Provided records >>
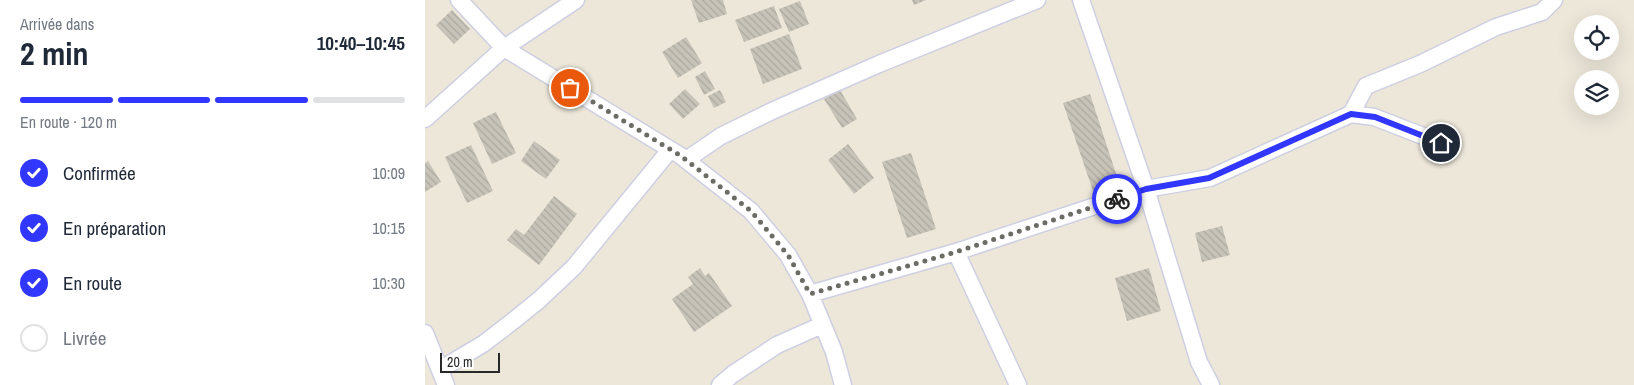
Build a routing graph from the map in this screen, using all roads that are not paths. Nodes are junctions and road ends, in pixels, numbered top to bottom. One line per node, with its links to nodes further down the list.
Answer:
1 (459, 0): 6 (street)
2 (576, 0): 6 (street)
3 (1037, 0): 11 (street)
4 (1081, 0): 12 (street)
5 (1554, 0): 7 (street)
6 (504, 48): 8 (street); 10 (street)
7 (1351, 114): 9 (street); 12 (street)
8 (425, 119)
9 (1441, 143)
10 (669, 150): 11 (street); 17 (street)
11 (686, 160): 14 (street)
12 (1146, 189): 13 (street); 22 (street)
13 (956, 252): 14 (street); 21 (street)
14 (810, 294): 15 (street)
15 (822, 325): 19 (street); 20 (street)
16 (425, 333): 17 (street)
17 (441, 369): 18 (street)
18 (446, 385)
19 (720, 385)
20 (843, 385)
21 (1018, 385)
22 (1211, 385)

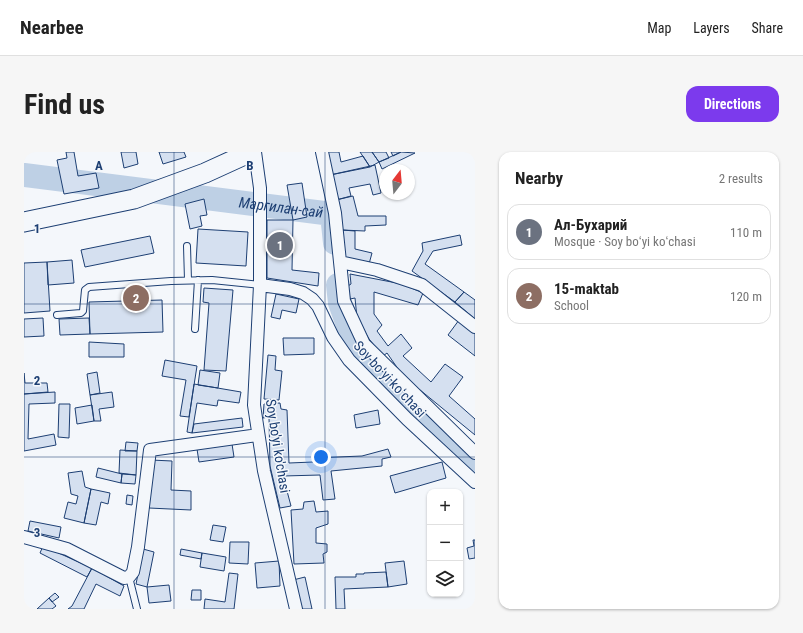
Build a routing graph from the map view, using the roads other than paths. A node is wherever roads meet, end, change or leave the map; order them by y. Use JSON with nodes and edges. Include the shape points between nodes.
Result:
{"nodes":[{"id":1,"x":251,"y":152,"type":"edge"},
{"id":2,"x":255,"y":152,"type":"edge"},
{"id":3,"x":322,"y":152,"type":"edge"},
{"id":4,"x":24,"y":222,"type":"edge"},
{"id":5,"x":187,"y":246,"type":"dead end"},
{"id":6,"x":340,"y":262,"type":"junction"},
{"id":7,"x":188,"y":280,"type":"junction"},
{"id":8,"x":198,"y":280,"type":"junction"},
{"id":9,"x":260,"y":285,"type":"junction"},
{"id":10,"x":57,"y":315,"type":"dead end"},
{"id":11,"x":475,"y":327,"type":"edge"},
{"id":12,"x":196,"y":329,"type":"dead end"},
{"id":13,"x":258,"y":435,"type":"junction"},
{"id":14,"x":475,"y":453,"type":"edge"},
{"id":15,"x":475,"y":482,"type":"edge"},
{"id":16,"x":24,"y":537,"type":"edge"},
{"id":17,"x":129,"y":577,"type":"junction"},
{"id":18,"x":136,"y":609,"type":"edge"},
{"id":19,"x":296,"y":609,"type":"edge"}],
"edges":[{"from":1,"to":4,"type":"main road","via":[[205,173],[134,199]]},
{"from":2,"to":9,"type":"street","via":[[260,188]]},
{"from":3,"to":6,"type":"street","name":"Soy boʻyi koʻchasi","via":[[335,212]]},
{"from":5,"to":7,"type":"lane"},
{"from":6,"to":11,"type":"street","via":[[377,270],[422,285]]},
{"from":6,"to":14,"type":"street","name":"Soy boʻyi koʻchasi","via":[[344,301],[364,344]]},
{"from":7,"to":8,"type":"lane"},
{"from":7,"to":10,"type":"lane","via":[[89,287],[85,290],[81,313]]},
{"from":8,"to":9,"type":"lane"},
{"from":8,"to":12,"type":"lane"},
{"from":9,"to":13,"type":"street","name":"Soy bo'yi ko'chasi","via":[[254,405]]},
{"from":9,"to":15,"type":"street","name":"Soy boʻyi koʻchasi","via":[[290,289],[312,299],[349,360],[407,420]]},
{"from":13,"to":17,"type":"street","via":[[150,450],[138,546]]},
{"from":13,"to":19,"type":"street","name":"Soy bo'yi ko'chasi"},
{"from":16,"to":17,"type":"street","via":[[67,549],[124,578]]},
{"from":17,"to":18,"type":"lane"}]}
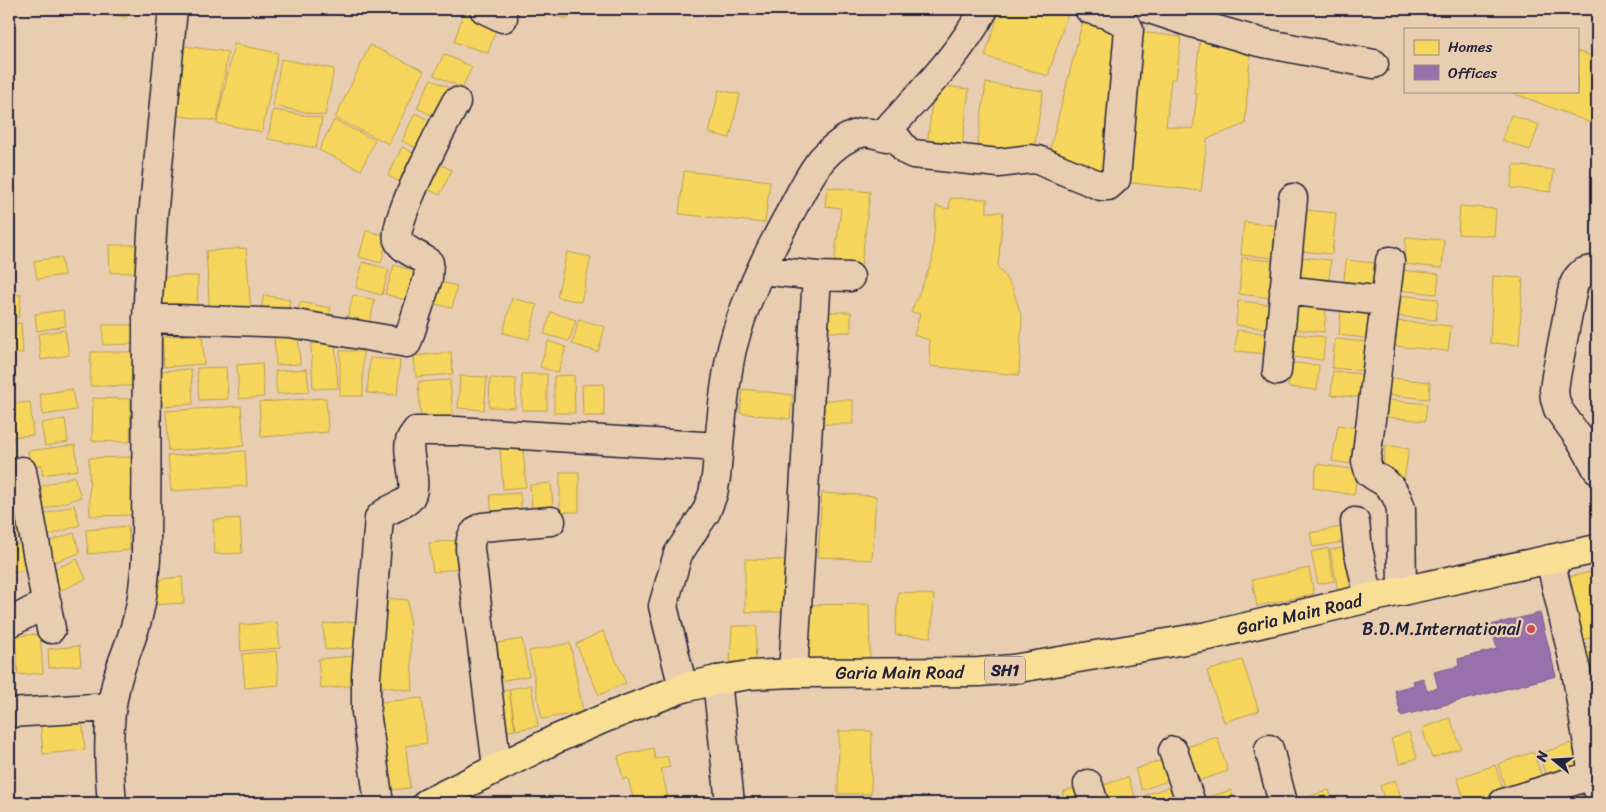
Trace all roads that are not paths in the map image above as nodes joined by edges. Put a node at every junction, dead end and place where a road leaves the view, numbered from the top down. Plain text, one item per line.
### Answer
1 (173, 9) edge
2 (984, 9) edge
3 (1089, 9) edge
4 (1150, 9) edge
5 (1374, 64) dead end
6 (456, 102) dead end
7 (889, 129) junction
8 (1293, 198) dead end
9 (1390, 261) dead end
10 (762, 270) junction
11 (1597, 270) edge
12 (817, 276) junction
13 (850, 276) dead end
14 (1284, 290) junction
15 (1384, 301) junction
16 (147, 318) junction
17 (1277, 371) dead end
18 (719, 447) junction
19 (1597, 469) edge
20 (23, 471) edge
21 (551, 521) dead end
22 (1355, 522) dead end
23 (1597, 549) edge
24 (1550, 559) junction
25 (1402, 591) junction
26 (1369, 598) junction
27 (9, 623) edge
28 (794, 673) junction
29 (717, 680) junction
30 (684, 688) junction
31 (112, 707) junction
32 (9, 713) edge
33 (1269, 749) dead end
34 (1173, 751) dead end
35 (497, 767) junction
36 (1595, 782) edge
37 (112, 803) edge
38 (379, 803) edge
39 (427, 803) edge
40 (730, 803) edge
41 (1191, 803) edge
42 (1283, 803) edge
43 (1503, 803) edge

1 - 16 street
2 - 7 street
3 - 7 street
4 - 5 street
6 - 16 street
7 - 10 street
8 - 14 street
9 - 15 street
10 - 12 street
10 - 18 street
11 - 19 street
12 - 13 street
12 - 28 street
14 - 15 street
14 - 17 street
15 - 25 street
16 - 31 street
18 - 30 street
18 - 38 street
20 - 27 street
21 - 35 street
22 - 26 street
23 - 24 main road, Garia Main Road / SH1
24 - 25 main road, Garia Main Road / SH1
24 - 36 street
25 - 26 main road, Garia Main Road / SH1
26 - 28 main road, Garia Main Road / SH1
28 - 29 main road, Garia Main Road / SH1
29 - 30 main road, Garia Main Road / SH1
29 - 40 street
30 - 35 main road, Garia Main Road / SH1
31 - 32 street
31 - 37 street
33 - 42 street
34 - 41 street
35 - 39 main road, Garia Main Road / SH1
36 - 43 street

Task directions >> Count every line of the material above that holds the string "Garia", then state only the total.

Your response >> 8